Cause there's still a lotta drinks that I ain't drunk
Lots of pretty thoughts that I ain't thunk, oh yeah
Lord there's still so many lonely girls
In this best of all possible worlds

4 thoughts on “My kind of day

  1. Tried to click on the video. From my phone, I was unable to access Facebook—got sent to a login page. From my computer, I got sent to a Facebook page that said, “This video isn’t available anymore.” Go figger.

    Nice pics of the dawgs. Good to see they’re still peppy and happy.

    Construction, construction, construction. The development never ends. In a few years, you’ll have more houses than grass along the habitable parts.

    Thanksgiving leftovers look scrumptious. I’m working on my own leftovers right now.
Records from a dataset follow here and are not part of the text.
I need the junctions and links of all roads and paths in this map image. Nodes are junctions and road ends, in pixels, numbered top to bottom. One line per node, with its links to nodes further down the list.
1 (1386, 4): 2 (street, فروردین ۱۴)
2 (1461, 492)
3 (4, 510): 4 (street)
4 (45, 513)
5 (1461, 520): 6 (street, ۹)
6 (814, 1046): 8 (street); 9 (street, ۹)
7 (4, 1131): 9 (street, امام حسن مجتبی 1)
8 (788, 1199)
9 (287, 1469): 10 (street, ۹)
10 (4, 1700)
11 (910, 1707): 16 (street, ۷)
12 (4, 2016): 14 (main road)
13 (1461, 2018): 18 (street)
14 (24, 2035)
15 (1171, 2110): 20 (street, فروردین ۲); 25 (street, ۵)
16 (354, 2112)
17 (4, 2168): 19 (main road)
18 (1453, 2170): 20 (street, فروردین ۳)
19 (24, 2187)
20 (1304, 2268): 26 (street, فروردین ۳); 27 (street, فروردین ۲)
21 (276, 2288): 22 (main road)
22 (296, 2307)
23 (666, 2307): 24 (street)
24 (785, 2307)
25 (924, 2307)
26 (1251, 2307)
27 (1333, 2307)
    I’d eat that misshapen cookie. Looks good. If you ever did want to make your cookies more circular (but why?), there are at least two methods. One involves using a cookie cutter (or a cup’s rim, or a mayonnaise-jar lid); just trim away the excess dough. The other involves rolling your cookie into a sphere between your hands, then either pressing it onto the tray or leaving it as is (the heat of the oven will soften the dough and create a circle). This method won’t result in a perfect circle, but it’ll be close. Or just throw the circle idea out and run free, liberated from oppressive concepts of rigid circularity.
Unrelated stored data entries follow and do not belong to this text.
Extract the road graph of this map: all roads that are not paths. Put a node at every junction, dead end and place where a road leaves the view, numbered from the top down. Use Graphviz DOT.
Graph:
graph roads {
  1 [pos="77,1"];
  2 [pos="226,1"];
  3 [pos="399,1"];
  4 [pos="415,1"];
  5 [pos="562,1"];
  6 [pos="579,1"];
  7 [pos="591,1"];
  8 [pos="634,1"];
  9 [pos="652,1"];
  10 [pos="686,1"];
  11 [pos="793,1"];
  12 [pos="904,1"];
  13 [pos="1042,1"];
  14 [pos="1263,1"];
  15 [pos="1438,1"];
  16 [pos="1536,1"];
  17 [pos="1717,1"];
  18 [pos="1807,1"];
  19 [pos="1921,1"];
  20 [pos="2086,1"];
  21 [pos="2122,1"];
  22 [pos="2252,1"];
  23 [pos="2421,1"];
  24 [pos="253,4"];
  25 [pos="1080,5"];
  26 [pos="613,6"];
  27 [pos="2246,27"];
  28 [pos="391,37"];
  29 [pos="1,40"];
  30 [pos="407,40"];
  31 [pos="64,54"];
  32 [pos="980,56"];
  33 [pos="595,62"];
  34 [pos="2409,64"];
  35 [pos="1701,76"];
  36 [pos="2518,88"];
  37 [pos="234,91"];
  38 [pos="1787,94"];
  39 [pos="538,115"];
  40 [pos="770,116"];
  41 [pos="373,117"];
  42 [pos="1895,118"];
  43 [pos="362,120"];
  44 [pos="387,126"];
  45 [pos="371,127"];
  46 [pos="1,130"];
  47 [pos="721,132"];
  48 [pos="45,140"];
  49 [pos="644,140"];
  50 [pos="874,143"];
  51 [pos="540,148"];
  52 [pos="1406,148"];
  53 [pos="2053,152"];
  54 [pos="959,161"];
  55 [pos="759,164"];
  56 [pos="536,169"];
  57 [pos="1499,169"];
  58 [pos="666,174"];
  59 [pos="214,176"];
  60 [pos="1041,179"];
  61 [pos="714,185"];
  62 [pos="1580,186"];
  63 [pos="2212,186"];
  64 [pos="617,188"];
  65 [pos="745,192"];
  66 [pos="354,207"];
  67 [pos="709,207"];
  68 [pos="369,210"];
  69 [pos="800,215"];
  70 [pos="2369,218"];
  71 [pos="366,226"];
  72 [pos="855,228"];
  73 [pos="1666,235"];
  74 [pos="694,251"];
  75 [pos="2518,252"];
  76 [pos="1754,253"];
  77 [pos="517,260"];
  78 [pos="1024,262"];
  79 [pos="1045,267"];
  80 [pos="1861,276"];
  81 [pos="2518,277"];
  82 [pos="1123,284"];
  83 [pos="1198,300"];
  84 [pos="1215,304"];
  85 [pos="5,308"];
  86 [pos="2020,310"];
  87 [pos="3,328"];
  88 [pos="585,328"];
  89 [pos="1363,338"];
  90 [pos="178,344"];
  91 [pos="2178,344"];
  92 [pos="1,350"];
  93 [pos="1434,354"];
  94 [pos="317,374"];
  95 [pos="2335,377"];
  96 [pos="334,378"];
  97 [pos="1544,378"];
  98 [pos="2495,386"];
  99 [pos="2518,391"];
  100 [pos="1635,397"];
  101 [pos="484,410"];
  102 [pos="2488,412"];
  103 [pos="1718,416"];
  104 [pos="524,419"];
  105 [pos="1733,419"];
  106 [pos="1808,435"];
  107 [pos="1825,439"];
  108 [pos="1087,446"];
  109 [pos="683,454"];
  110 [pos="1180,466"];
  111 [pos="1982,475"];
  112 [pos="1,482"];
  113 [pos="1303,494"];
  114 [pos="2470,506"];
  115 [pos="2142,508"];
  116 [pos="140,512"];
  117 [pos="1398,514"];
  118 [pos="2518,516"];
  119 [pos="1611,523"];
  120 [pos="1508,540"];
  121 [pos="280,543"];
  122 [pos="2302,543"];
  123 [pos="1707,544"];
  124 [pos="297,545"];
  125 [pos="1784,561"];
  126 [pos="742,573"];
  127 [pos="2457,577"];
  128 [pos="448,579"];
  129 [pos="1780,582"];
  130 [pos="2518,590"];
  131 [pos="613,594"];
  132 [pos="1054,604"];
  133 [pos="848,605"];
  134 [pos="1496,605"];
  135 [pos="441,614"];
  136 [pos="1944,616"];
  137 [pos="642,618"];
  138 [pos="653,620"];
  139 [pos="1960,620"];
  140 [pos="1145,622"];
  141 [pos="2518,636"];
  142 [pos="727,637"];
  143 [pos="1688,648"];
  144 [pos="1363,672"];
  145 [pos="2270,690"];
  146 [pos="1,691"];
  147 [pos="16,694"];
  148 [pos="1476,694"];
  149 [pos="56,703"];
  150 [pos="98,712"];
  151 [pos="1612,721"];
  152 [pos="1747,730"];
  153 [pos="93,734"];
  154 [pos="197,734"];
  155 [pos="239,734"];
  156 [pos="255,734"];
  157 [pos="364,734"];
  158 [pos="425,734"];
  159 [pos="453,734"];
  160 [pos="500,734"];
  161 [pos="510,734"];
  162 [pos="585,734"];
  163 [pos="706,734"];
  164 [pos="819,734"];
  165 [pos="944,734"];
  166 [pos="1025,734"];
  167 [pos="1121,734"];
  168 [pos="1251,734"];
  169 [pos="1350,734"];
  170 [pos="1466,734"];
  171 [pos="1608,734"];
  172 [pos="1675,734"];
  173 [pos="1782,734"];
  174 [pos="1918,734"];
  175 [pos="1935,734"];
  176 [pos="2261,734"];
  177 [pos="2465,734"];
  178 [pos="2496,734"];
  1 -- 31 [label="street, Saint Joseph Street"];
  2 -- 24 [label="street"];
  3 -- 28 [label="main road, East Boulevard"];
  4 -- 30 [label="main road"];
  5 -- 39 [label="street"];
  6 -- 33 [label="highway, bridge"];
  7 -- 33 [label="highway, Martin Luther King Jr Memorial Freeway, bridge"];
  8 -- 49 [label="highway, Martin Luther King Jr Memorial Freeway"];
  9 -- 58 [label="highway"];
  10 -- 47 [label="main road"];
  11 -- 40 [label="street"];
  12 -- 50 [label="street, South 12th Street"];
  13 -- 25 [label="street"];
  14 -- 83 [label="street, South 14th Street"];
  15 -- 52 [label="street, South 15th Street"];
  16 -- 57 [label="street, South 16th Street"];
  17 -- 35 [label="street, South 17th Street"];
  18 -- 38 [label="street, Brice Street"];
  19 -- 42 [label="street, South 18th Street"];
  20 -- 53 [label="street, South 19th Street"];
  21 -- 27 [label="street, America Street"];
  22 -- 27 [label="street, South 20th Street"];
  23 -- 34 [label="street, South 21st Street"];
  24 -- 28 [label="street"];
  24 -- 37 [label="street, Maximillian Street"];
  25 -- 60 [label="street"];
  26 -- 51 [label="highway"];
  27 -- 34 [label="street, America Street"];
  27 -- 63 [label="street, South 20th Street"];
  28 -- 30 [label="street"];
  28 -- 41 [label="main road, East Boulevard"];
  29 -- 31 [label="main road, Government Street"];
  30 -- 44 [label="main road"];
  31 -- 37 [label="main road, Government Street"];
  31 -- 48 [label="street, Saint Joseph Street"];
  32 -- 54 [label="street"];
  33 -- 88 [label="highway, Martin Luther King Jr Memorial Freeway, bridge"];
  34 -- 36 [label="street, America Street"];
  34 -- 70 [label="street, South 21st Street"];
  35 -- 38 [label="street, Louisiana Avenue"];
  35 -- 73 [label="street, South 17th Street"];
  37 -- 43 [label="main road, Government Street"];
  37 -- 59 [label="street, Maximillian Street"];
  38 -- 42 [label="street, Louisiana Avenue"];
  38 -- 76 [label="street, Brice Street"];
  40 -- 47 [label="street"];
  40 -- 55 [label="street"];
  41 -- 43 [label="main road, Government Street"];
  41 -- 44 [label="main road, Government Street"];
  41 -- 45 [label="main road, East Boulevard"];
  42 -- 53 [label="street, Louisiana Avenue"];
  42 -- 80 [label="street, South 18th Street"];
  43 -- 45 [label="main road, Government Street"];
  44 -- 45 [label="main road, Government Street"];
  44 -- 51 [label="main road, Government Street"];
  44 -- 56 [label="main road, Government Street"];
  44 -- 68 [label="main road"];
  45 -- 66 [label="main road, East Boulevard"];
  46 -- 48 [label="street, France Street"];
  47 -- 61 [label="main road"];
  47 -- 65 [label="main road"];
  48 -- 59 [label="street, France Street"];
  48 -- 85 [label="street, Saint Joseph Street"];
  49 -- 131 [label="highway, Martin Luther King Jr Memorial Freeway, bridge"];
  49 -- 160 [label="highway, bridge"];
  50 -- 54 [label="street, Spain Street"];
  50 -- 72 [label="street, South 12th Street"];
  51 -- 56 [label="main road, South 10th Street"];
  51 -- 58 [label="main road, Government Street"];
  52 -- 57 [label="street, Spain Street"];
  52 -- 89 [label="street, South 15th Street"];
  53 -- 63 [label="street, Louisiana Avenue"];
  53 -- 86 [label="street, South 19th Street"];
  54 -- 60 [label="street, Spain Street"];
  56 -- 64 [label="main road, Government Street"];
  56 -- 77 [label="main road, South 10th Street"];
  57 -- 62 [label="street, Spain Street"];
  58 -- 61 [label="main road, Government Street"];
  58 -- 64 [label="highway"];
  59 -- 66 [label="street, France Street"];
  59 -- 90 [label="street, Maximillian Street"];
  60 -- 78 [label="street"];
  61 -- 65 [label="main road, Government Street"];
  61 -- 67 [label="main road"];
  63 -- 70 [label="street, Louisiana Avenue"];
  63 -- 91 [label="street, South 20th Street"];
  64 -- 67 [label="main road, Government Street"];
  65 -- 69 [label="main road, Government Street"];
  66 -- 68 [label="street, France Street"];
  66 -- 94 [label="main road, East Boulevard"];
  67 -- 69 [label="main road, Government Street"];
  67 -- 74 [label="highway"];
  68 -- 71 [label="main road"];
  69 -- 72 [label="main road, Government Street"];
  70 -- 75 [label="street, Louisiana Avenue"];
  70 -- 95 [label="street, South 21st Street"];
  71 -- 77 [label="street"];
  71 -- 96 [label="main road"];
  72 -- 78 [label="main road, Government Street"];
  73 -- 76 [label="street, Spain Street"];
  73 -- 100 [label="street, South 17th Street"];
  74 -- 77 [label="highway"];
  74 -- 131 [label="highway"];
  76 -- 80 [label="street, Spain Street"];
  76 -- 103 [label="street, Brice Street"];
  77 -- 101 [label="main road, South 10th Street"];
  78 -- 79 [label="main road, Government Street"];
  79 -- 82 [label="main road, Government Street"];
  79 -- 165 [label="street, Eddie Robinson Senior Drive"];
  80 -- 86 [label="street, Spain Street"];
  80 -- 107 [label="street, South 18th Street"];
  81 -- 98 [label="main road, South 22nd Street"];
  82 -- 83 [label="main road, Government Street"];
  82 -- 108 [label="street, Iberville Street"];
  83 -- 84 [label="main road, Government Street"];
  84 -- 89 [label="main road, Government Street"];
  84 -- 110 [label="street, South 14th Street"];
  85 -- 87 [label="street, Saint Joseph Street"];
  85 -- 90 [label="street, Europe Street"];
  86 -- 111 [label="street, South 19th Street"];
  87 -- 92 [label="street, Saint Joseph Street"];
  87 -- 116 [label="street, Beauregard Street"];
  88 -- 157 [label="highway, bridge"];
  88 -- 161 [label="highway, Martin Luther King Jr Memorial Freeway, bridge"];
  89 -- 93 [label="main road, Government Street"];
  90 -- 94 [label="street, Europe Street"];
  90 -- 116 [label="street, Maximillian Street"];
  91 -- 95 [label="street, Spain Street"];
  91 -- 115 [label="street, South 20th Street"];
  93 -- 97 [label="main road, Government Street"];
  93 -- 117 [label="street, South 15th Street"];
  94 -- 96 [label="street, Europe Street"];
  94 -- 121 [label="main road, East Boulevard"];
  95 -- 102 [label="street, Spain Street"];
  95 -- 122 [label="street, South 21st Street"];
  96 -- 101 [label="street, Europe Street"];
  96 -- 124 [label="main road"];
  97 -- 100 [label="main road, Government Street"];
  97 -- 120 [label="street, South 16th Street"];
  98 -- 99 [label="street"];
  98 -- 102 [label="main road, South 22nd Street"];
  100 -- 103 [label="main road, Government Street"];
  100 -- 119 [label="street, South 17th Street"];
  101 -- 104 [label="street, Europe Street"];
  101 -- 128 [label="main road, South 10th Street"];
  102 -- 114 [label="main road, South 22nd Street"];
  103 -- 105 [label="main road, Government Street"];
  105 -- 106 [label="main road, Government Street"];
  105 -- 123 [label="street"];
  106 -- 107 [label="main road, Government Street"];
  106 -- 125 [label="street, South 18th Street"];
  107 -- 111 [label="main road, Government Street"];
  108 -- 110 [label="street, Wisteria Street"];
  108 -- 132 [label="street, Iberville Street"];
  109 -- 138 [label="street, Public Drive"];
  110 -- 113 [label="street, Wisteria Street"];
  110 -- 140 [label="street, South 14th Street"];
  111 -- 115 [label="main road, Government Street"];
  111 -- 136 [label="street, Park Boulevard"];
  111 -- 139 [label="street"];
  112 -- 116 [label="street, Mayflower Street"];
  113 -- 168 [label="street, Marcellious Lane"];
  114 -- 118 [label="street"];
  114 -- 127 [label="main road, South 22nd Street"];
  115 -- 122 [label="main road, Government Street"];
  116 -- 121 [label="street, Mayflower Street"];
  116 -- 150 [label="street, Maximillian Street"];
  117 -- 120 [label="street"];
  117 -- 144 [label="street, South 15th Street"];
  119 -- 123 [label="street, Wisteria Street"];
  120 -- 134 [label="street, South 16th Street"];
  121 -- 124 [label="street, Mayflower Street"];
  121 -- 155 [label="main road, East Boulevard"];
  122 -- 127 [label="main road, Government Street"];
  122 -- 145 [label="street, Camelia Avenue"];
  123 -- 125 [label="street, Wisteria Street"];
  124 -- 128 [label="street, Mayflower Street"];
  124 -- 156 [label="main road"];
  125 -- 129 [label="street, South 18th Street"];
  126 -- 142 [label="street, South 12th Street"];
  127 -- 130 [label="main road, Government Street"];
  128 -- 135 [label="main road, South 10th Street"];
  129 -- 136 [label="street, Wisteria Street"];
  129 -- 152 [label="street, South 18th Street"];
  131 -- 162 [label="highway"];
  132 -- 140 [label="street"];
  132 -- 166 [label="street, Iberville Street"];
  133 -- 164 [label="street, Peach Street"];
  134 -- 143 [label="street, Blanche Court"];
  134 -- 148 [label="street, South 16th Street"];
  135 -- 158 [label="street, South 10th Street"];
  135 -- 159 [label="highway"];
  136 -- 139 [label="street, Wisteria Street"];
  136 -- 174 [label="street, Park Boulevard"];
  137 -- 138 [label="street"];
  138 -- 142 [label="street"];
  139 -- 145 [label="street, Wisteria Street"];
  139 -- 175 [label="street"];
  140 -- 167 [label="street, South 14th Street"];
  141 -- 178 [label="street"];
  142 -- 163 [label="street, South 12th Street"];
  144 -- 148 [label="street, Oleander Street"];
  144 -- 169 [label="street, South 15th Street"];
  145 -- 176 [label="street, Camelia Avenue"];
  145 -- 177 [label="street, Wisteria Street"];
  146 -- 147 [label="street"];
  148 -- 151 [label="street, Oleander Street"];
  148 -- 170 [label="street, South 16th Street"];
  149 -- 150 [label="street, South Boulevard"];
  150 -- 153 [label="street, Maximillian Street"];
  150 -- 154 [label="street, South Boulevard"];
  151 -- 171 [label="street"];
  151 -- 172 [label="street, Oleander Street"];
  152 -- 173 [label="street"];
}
    Good God, what’s up with that long scar on Lydell’s hairy leg? There must be a story behind that.

    I appreciate the Biden-sniff picture.

    what Barretto needs is a nice beach bar that caters to expats

    Aren’t there already a ton of such bars? Or is Barretto, specifically, bereft of them?

    The life you’re living might not be the life you intended, but in some sense, it’s your best life, i.e., the one most suited to you.

  2. Weird you can’t see the video; I accessed it from my blog to show several people last night. Maybe it’s a location out-of-the-country thing. I generally won’t post links back to FB, but I couldn’t find a way to save the video otherwise. Oh well, it was pretty gruesome.

    I’d say we are still well under 50% developed in Alta Vista, but the number of houses has doubled in the four years I’ve lived here. With more houses will come more traffic and associated ass pain. At least my little blue house is isolated at the end of a cul-de-sac.

    Thanks for the cookie-cutter ideas. I might try the jar lid next time. Other than aesthetics, they taste just fine, so not a lot of motivation. Maybe if I were having company over.

    Lydell’s scar is from a motorscooter accident a couple of years ago. Scars don’t bother me in the way a tattoo does. I’m still trying to get used to unshaven legs, though.

    Re: the beach bar. No, surprisingly, almost all the bars in this area are on the street side. The only one for foreigners in Barretto is Mango’s, but most folks go there to eat rather than a bar hangout. I do think a nicely appointed bar on the beach would be popular; I’m just not sure I’m up for the pain-in-the-ass factors involved in opening one. I’ll post some pics of the location today.

    “The life you’re living might not be the life you intended, but in some sense, it’s your best life, i.e., the one most suited to you”

    Yeah, that resonates. This lifestyle is a choice, and while not always ideal, it does seem to work for me. Maybe all this is missing is accepting that this is what I’ve become.

  3. John, you are aware of the bar joke, right?

    “Here’s how you make a million running a bar in Barretto. First, start with two million…..”

    Yeah, I couldn’t access the video – from the description, probably a good thing. LOL

    Life is what you make of it, and you seem to be making the most of what life is giving you. So many people do what they HAVE to do in retirement. You are doing what you WANT to do, so that is definitely a win.

  4. Brian, yeah, I’ve heard that joke before. Luckily, I don’t want to make a million! I would like to at least break even month to month.

    Thanks for the encouragement. It is easy to get wrapped up in disappointments and forget that you are living the dream. I’m trying harder to appreciate just how lucky I am.